They automatically adapt to changes in the cluster, like node additions or deletions, ensuring consistent monitoring 🌟.
A practical example includes deploying Prometheus for metrics collection on all cluster nodes 📈.
DaemonSets contrast significantly with Deployments, which are used for scaling stateless applications 🚀.
Hands-on demonstration of creating a DaemonSet for Prometheus Node Exporter in a Kubernetes cluster 🔧.
Key Takeaways
DaemonSets ensure that a pod runs on every node in the Kubernetes cluster 🌐.
They automatically handle node additions and removals without manual intervention 🤖.
DaemonSets are ideal for tasks like log collection and monitoring agents, ensuring coverage across all nodes 📊.
They contrast with Deployments and ReplicaSets by focusing on one pod per node rather than multiple replicas 🛠️.
Using DaemonSets simplifies complex tasks in dynamic environments, maintaining consistency and coverage throughout 🎯.
Overview
The video begins by addressing the limitations of Deployments and ReplicaSets in ensuring pods run on each node. Deployments require manual intervention when nodes are added, which is suboptimal for tasks that need consistent node-level execution. DaemonSets address this gap by ensuring a pod is always running on every node, adapting dynamically as the cluster changes size.
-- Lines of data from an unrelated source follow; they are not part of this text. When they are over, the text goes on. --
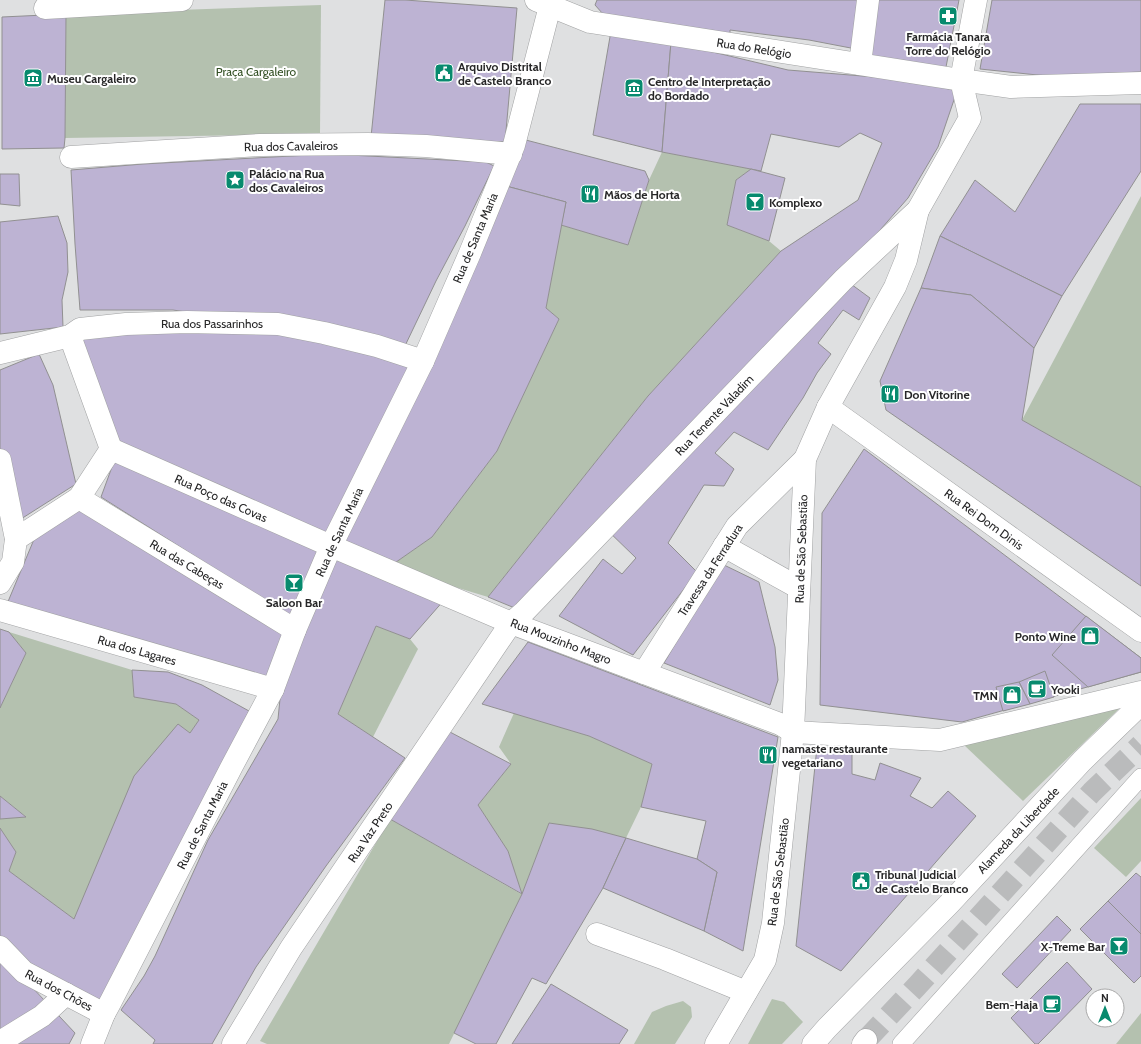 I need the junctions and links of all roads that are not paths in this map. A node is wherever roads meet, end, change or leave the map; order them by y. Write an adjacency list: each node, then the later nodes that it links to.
1 (182, 0): 5 (street)
2 (868, 0): 6 (street)
3 (976, 0): 7 (street, Rua de São Sebastião)
4 (549, 1): 6 (street, Rua do Relógio); 9 (street, Rua de Santa Maria)
5 (45, 8)
6 (860, 64): 7 (street, Rua do Relógio)
7 (961, 80): 8 (street); 11 (street, Rua de São Sebastião)
8 (1141, 83)
9 (511, 154): 10 (street, Rua dos Cavaleiros); 14 (street, Rua de Santa Maria)
10 (71, 157)
11 (918, 210): 15 (street, Rua de São Sebastião); 26 (street, Rua Tenente Valadim)
12 (70, 336): 13 (street, Rua dos Passarinhos); 14 (street, Rua dos Passarinhos); 16 (street)
13 (0, 353)
14 (423, 361): 21 (street, Rua de Santa Maria)
15 (828, 407): 17 (street, Rua de São Sebastião); 28 (street, Rua Rei Dom Dinis)
16 (111, 449): 19 (street); 21 (street, Rua Poço das Covas)
17 (805, 459): 22 (street, Travessa da Ferradura); 24 (street, Rua de São Sebastião)
18 (0, 460): 20 (street)
19 (79, 498): 20 (street); 27 (street, Rua das Cabeças)
20 (16, 538): 23 (street)
21 (331, 546): 26 (street, Rua Mouzinho Magro); 27 (street, Rua de Santa Maria)
22 (724, 546): 24 (street); 29 (street, Travessa da Ferradura)
23 (0, 583)
24 (799, 588): 33 (street, Rua de São Sebastião)
25 (0, 610): 30 (street, Rua dos Lagares)
26 (511, 623): 29 (street, Rua Mouzinho Magro); 42 (street, Rua Vaz Preto)
27 (295, 630): 30 (street, Rua de Santa Maria)
28 (1141, 631)
29 (644, 673): 33 (street, Rua Mouzinho Magro)
30 (273, 689): 39 (street, Rua de Santa Maria)
31 (1141, 692): 33 (street)
32 (1141, 704): 44 (street, Alameda da Liberdade)
33 (793, 732): 37 (street, Rua de São Sebastião)
34 (1141, 777): 45 (lane)
35 (597, 934): 37 (street)
36 (0, 947): 38 (street, Rua dos Chões)
37 (746, 992): 43 (street, Rua de São Sebastião)
38 (66, 994): 39 (street, Rua dos Chões); 40 (street)
39 (104, 1014): 41 (street, Rua de Santa Maria)
40 (0, 1042)
41 (92, 1044)
42 (233, 1044)
43 (716, 1044)
44 (813, 1044)
45 (901, 1044)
DaemonSets are especially useful for deploying essential monitoring, logging, and network agents across nodes. They ensure uniformity and facilitate critical operations like log collection and metric gathering, crucial for maintaining robust and transparent cluster management. The video explores practical scenarios, including using DaemonSets for deploying Prometheus node exporters and more.
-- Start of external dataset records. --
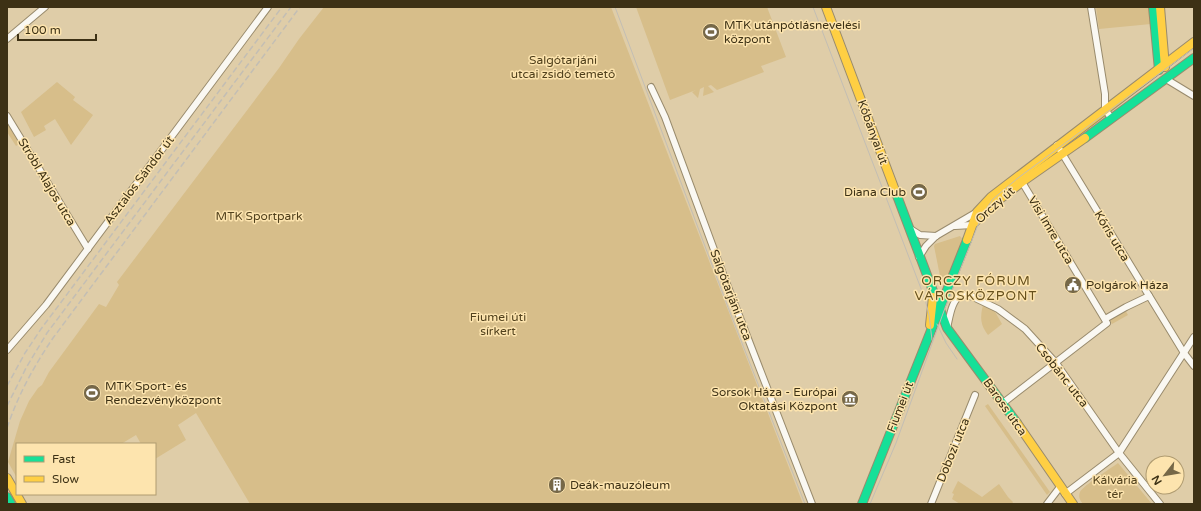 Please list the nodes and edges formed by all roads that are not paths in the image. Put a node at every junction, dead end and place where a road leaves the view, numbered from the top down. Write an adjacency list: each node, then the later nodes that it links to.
1 (45, 7): 7 (street)
2 (268, 7): 27 (street, Asztalos Sándor út)
3 (826, 7): 25 (street, Kőbányai út)
4 (1091, 7): 15 (street)
5 (1153, 7): 11 (street)
6 (1160, 7): 10 (street)
7 (7, 39)
8 (1194, 42): 10 (street, Orczy út)
9 (1194, 58): 12 (street, Orczy út)
10 (1165, 64): 11 (street, Orczy út); 12 (street)
11 (1158, 70): 15 (street, Orczy út)
12 (1162, 81): 14 (street); 17 (street, Orczy út)
13 (651, 87): 48 (street, Salgótarjáni utca)
14 (1194, 96)
15 (1105, 109): 17 (street); 18 (street, Orczy út)
16 (7, 116): 27 (street, Stróbl Alajos utca)
17 (1111, 118): 19 (street, Orczy út)
18 (1057, 145): 19 (street, Kőris utca); 21 (street, Orczy út)
19 (1063, 154): 20 (street, Orczy út); 30 (street, Kőris utca)
20 (1022, 182): 23 (street, Orczy út); 32 (street, Visi Imre utca)
21 (977, 212): 22 (street); 23 (street, Orczy út)
22 (963, 220): 23 (street); 24 (street)
23 (972, 225): 24 (street); 31 (street, Fiumei út)
24 (953, 226): 26 (street)
25 (909, 228): 26 (street); 28 (street, Kőbányai út)
26 (936, 236): 28 (street)
27 (88, 249): 36 (street, Asztalos Sándor út)
28 (919, 257): 29 (street, Kőbányai út)
29 (934, 292): 31 (street, Baross utca); 35 (street)
30 (1149, 296): 32 (street); 37 (street, Kőris utca)
31 (940, 310): 33 (street, Baross utca); 35 (street, Fiumei út)
32 (1105, 319): 38 (street)
33 (947, 328): 38 (street, Csobánc utca); 41 (street, Baross utca)
34 (1194, 336): 37 (street)
35 (927, 339): 49 (street, Fiumei út)
36 (7, 350)
37 (1184, 353): 39 (street, Kőris utca); 42 (street)
38 (1056, 363): 41 (street); 42 (street, Csobánc utca)
39 (1194, 366)
40 (975, 395): 50 (street, Dobozi utca)
41 (1003, 403): 44 (street, Baross utca)
42 (1119, 454): 44 (street); 53 (street)
43 (7, 478): 45 (street)
44 (1063, 490): 51 (street); 52 (street, Baross utca)
45 (16, 494)
46 (17, 495): 47 (street)
47 (22, 504)
48 (812, 504)
49 (862, 504)
50 (931, 504)
51 (1047, 504)
52 (1073, 504)
53 (1160, 504)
Through a practical walkthrough, viewers learn how to implement a DaemonSet in a Kubernetes environment. The tutorial includes creating a YAML configuration for a DaemonSet, applying it, and verifying its operation across nodes. This hands-on section illustrates the operational efficiency and deployment simplicity DaemonSets bring to Kubernetes cluster management.
Chapters
00:00 - 00:30: Introduction to DaemonSets This chapter delves into DaemonSets, specifically highlighting their importance within Kubernetes. While deployments and replica sets ensure a specified number of pods are running, they do not guarantee universal node coverage in a cluster. DaemonSets address this gap by ensuring that a specific task, such as log or metric collection, runs on every node in the cluster.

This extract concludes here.